CompaniesPREMIUM

Major revamp of steel tariffs on the cards

A review of R67bn worth of imports calls for an increase in customs duties and stringent import controls to protect the local industry. Picture: SUPPLIED
A review of R67bn worth of imports calls for an increase in customs duties and stringent import controls to protect the local industry. Picture: SUPPLIED

SA’s embattled steel industry, dominated by the equally troubled ArcelorMittal SA (Amsa), is set for the biggest tariff overhaul after authorities concluded the most extensive review in more than 20 years.

A review of R67bn worth of imports calls for an increase in customs duties and stringent import controls to protect the local industry.

The move, aimed squarely at chronic overcapacity abroad, signals a shift from decades of broad imports towards a targeted, rules-based protection strategy.

The preliminary findings of the International Trade Administration Commission of SA (Itac), which administers the country’s trade instruments, are that “the ongoing geopolitical landscape does constitute an unprecedented emergency, necessitating urgent action”.

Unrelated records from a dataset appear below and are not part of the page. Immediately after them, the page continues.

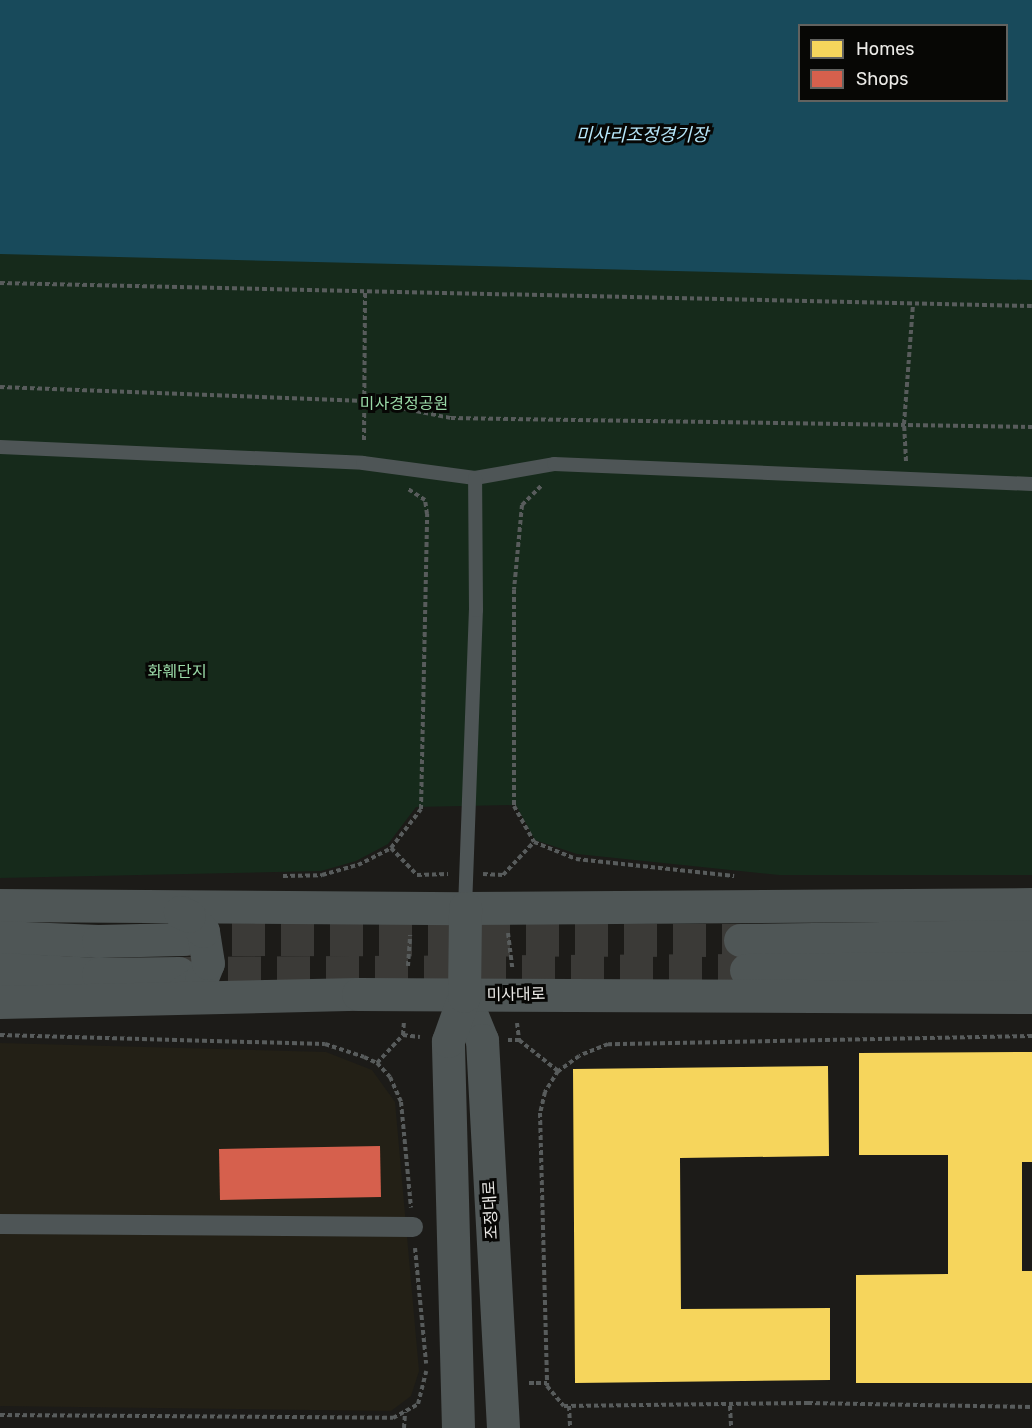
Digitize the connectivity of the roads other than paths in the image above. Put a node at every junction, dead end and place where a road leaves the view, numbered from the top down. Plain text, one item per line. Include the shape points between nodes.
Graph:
1 (0, 447) edge
2 (475, 478) junction
3 (1032, 484) edge
4 (0, 904) edge
5 (160, 904) junction
6 (1032, 904) edge
7 (465, 908) junction
8 (1032, 936) edge
9 (0, 937) edge
10 (183, 939) tunnel mouth
11 (1032, 967) edge
12 (0, 969) edge
13 (177, 985) junction
14 (464, 996) junction
15 (1032, 997) edge
16 (0, 1002) edge
17 (0, 1224) edge
18 (413, 1227) dead end
19 (458, 1428) edge
20 (503, 1428) edge

1 - 2 lane via 363,463
2 - 3 lane via 554,464
2 - 7 lane via 476,610
4 - 5 main road
5 - 7 main road
5 - 13 main road via 189,916 203,931 208,963 201,980
6 - 7 main road
7 - 14 main road, 조정대로
8 - 11 main road via 743,955
9 - 10 main road
12 - 13 main road, 미사대로 via 98,974
13 - 14 main road, 미사대로
13 - 16 main road, 미사대로
14 - 15 main road, 미사대로
14 - 19 main road, 조정대로 via 448,1041
14 - 20 main road, 조정대로 via 482,1040
17 - 18 street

Itac said that had forced its hand to invoke provisions in the World Trade Organisation (WTO) regime that give countries the go-ahead to temporarily restrict imports if they face a surge in imports that cause serious injury to domestic players.

Itac is moving to increase the rate of customs duties on dozens of products. They extend from primary and stainless steel to their respective bound rates, which range from 10% to as much as 20%. In many respects, these products currently attract no duties.

The watchdog has made a preliminary determination that additional rebate provisions be created for scores of steel products, including semifinished products of iron or nonalloy steel. Itac has proposed stringent import controls to protect the embattled local industry.

“It should be noted that the commission has not yet made its final determination on any of the above matters, and nothing in this notice should be construed as such,” according to a government notice. The final determination will only be made once the commission has considered comments from members of the public on this “preliminary determination”.

Amsa lifeline

The mooted tariffs are likely to provide a lifeline to Amsa, the country’s largest steelmaker and a bellwether for the entire value chain, which has made public warnings of imminent mill closures in Newcastle and Vereeniging. The closures threaten jobs and a cascade of small business closures.

Still, Itac chief commissioner Ayabonga Cawe said framing these measures as a mere cover for a single domestic producer missed the scale and seriousness of the crisis. “What we face now is chronic global overcapacity inflicting sustained harm on every part of our steel value chain, from integrated mills to wire and tubing producers,” he said.

To prevent rebate abuse, Cawe said Itac had drafted stringent guidelines requiring companies to prove that no local supplier could meet their needs. “Rebates are not a blank cheque,” he said. “They exist where domestic production no longer covers demand.”

The overhaul comes as the global trading system is reeling from a volley of tariff walls being raised in the US — from steel and aluminium duties to fresh levies on electric vehicles — that have frayed the WTO’s once universal guardrails.

In a world splintering into national silos, Itac’s overhaul of steel tariffs is SA’s bid to fortify its industrial backbone and insulate the economy from the fallout of protectionist contagion, using what Cawe said was within the WTO rules.

“The power to act in an emergency comes bundled with our WTO commitments. We’re not inventing new rules; we’re using agreed-upon tools. Many jurisdictions, from the EU to the US, have activated similar provisions. Our preliminary finding is that the scale of steel imports, coupled with geopolitical volatility, justifies emergency intervention,” he said.

SA’s steel industry has lost 25,000 jobs since 2009, losses that continued after the introduction of the price preference system more than a decade ago, according to a report by independent economic research consultancy Econometrix. The report points to the government’s interventionist policies in the steel industry, in which production has plunged 40% below its 2006 peak. The data shows that about 7,500 jobs have been lost in the sector since 2014, after the introduction of the price preference system the previous year.

The policy regulates the export of ferrous and nonferrous scrap by not allowing exports of scrap metal unless it has first been offered to domestic consumers at a discount to the international price at the time of sale.